As supercomputer performance approached and then surpassed the petaflop level, I/O performance has become a major performance bottleneck for many scientific applications. Several tools exist to collect I/O traces to assist in the analysis of I/O performance problems. However, these tools either produce extremely large trace files that complicate performance analysis, or sacrifice accuracy to collect high-level statistical information. We propose a multi-level trace generator tool, ScalaIOTrace, that collects traces at several levels in the HPC I/O stack. ScalaIOTrace features aggressive trace compression that generates trace files of near constant size for regular I/O patterns and orders of magnitudes smaller for less regular ones. This enables the collection of I/O and communication traces of applications running on thousands of processors.
Our contributions also include automated trace analysis to collect selected statistical information of I/O calls by parsing the compressed trace on-the-fly and time-accurate replay of communication events with MPI-IO calls. We evaluated our approach with the Parallel Ocean Program (POP) climate simulation and the FLASH parallel I/O benchmark. POP uses NetCDF as an I/O library while FLASH I/O uses the parallel HDF5 I/O library, which internally maps onto MPI-IO.
Multi-Level IO Tracing |
FlashIO: Perfect compression |
POP: 2 orders magn. less |
We evaluated our ScalaIOTrace prototype in two aspects: (1) its effectiveness of communication-I/O trace file compression, and (2) its capability of collecting statistical information on I/O and communication activities via replaying the compressed traces. For such evaluation, we experimented with (1) a complex parallel I/O benchmark, Flash I/O [1], which is closely modeled after the FLASH astrophysics code, and (2) a production-scale climate simulation application, the Parallel Ocean Program (POP).

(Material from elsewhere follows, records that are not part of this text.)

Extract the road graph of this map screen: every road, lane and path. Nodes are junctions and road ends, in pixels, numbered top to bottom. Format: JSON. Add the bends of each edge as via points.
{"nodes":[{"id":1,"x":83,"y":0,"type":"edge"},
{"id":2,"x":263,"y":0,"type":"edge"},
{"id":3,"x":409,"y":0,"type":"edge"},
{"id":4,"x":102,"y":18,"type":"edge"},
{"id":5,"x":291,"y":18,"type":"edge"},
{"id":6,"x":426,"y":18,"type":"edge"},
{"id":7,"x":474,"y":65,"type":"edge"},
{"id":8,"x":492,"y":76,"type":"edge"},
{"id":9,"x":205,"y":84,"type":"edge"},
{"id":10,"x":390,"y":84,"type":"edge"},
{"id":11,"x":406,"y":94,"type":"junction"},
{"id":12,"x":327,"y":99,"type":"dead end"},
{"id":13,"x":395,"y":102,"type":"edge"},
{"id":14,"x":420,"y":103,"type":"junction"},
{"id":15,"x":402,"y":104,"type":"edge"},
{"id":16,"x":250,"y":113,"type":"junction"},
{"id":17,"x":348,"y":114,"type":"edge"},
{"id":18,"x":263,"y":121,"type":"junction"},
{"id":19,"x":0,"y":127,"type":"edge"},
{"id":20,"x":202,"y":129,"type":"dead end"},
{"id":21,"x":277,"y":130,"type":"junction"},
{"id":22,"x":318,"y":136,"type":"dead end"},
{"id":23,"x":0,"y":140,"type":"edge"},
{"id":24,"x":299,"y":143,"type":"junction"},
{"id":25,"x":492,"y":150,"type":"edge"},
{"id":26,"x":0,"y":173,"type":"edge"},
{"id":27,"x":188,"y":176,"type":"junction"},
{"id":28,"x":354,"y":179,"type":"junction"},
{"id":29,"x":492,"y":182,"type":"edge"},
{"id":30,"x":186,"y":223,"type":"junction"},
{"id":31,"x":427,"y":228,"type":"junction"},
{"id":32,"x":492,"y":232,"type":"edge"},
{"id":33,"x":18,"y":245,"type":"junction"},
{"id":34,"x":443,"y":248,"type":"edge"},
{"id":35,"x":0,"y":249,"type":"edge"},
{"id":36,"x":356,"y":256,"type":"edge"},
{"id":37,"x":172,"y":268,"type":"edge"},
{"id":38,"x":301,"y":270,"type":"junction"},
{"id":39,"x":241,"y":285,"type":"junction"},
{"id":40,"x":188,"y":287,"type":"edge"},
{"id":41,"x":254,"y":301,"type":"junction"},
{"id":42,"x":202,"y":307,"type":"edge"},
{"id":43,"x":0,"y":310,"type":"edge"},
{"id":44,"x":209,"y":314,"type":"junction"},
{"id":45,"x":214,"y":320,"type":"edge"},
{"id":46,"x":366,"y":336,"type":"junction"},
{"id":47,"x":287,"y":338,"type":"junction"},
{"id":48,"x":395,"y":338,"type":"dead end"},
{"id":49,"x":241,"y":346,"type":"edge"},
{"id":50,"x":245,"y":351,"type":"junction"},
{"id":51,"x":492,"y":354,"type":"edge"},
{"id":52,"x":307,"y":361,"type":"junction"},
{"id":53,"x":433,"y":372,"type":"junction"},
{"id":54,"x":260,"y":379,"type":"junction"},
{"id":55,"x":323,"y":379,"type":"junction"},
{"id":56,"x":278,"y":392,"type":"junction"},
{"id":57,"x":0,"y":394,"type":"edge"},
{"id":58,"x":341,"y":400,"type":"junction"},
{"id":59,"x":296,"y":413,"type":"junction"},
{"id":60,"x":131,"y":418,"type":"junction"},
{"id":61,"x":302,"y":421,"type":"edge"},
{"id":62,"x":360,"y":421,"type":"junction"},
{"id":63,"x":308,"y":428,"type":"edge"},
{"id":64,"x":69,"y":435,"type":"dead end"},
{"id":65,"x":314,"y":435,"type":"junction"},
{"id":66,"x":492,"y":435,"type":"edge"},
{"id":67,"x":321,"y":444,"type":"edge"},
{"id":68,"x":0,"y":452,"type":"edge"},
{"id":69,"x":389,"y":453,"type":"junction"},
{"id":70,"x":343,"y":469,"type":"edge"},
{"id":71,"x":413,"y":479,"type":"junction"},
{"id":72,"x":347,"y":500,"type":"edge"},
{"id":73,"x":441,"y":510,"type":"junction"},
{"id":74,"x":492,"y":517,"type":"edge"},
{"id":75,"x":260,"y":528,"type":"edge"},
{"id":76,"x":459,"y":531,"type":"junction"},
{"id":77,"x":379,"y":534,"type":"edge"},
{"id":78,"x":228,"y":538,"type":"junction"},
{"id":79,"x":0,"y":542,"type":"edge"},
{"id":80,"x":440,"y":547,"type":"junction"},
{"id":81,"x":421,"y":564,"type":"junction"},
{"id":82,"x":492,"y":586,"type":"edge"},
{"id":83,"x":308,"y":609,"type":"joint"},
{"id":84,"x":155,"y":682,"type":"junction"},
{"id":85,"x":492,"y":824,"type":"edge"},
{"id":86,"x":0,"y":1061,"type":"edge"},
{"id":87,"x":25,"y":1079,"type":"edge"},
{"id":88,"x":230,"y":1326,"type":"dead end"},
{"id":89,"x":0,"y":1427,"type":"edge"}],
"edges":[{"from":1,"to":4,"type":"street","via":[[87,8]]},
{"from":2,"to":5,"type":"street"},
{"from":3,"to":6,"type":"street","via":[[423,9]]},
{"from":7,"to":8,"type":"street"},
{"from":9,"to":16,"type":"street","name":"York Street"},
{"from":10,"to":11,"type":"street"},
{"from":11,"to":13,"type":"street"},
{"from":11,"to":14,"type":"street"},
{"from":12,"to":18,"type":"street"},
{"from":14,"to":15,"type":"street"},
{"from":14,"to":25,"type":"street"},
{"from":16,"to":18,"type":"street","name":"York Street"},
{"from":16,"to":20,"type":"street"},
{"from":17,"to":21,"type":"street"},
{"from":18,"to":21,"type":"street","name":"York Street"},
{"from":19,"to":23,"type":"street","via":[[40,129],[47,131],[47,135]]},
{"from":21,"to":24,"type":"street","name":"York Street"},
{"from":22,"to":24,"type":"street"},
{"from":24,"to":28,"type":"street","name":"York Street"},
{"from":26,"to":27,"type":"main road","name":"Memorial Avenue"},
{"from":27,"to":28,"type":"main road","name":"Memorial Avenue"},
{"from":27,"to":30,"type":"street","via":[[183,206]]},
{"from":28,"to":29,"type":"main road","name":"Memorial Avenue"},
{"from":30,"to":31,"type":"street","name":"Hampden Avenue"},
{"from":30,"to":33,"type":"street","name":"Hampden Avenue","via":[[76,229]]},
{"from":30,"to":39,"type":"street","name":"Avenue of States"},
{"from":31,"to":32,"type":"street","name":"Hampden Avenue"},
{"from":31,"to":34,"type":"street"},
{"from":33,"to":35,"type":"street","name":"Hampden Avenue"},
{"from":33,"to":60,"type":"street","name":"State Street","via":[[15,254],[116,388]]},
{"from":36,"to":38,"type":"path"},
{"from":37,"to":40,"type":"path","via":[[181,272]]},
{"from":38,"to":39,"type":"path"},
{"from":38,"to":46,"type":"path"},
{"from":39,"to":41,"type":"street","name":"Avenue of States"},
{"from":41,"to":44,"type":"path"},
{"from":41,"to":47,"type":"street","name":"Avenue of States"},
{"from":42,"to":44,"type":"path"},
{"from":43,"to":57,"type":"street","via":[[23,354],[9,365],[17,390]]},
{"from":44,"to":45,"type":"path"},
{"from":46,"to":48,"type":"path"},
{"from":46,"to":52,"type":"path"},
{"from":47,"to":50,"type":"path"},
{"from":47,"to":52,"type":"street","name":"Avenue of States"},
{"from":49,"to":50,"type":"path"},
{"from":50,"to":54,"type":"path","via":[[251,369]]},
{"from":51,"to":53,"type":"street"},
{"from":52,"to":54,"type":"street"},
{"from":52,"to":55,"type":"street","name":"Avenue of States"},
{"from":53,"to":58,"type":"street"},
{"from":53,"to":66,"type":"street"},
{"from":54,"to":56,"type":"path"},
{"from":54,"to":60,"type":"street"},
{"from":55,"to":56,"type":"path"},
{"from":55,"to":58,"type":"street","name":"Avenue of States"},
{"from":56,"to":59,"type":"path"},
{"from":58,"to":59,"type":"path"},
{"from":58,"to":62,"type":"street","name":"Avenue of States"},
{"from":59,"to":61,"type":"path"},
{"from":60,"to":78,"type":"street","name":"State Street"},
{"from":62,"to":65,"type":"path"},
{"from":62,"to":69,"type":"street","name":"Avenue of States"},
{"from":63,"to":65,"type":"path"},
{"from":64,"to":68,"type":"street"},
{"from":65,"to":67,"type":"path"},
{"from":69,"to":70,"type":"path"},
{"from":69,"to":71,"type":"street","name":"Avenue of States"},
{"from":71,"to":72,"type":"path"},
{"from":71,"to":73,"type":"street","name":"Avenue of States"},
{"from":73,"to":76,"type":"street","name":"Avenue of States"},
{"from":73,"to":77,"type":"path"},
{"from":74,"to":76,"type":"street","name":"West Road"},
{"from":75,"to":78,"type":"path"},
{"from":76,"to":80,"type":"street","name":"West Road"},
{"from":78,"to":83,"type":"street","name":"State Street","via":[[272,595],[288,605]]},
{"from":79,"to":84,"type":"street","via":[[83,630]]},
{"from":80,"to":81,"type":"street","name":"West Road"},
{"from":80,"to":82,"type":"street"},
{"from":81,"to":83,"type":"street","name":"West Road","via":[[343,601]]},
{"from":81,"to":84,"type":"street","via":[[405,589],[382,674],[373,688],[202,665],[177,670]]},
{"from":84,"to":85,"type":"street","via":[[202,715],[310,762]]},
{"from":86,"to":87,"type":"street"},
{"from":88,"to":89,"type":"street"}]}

Flash I/O results depict the size of trace files generated by two approaches over increasing number of nodes, both on log scale. The size of the uncompressed trace files grows linearly with increasing number of nodes. The reason for this behavior is that each node writes its own trace file and the number of files created grows with the increase in the number of nodes. In contrast, the size of the inter-node compressed traces is almost constant under strong scaling.
POP results show the trace file size for different types of trace collections by varying the maximum blocks allocated to nodes. The figure shows that intra-node compression alone can reduce the trace file size by an order of magnitude. Not surprising, internode compression brings further trace size reduction. However, unlike observed in our previous experiment with FLASH I/O, internode compression here fails to obtain near-constant trace file sizes. Instead we see a linear increase in the file size up to 256 nodes. Then, trace file sizes flatten for 512 and 1024 nodes since timestep behavior becomes more regular at 1024 nodes resulting in more effective inter-node compression at this size.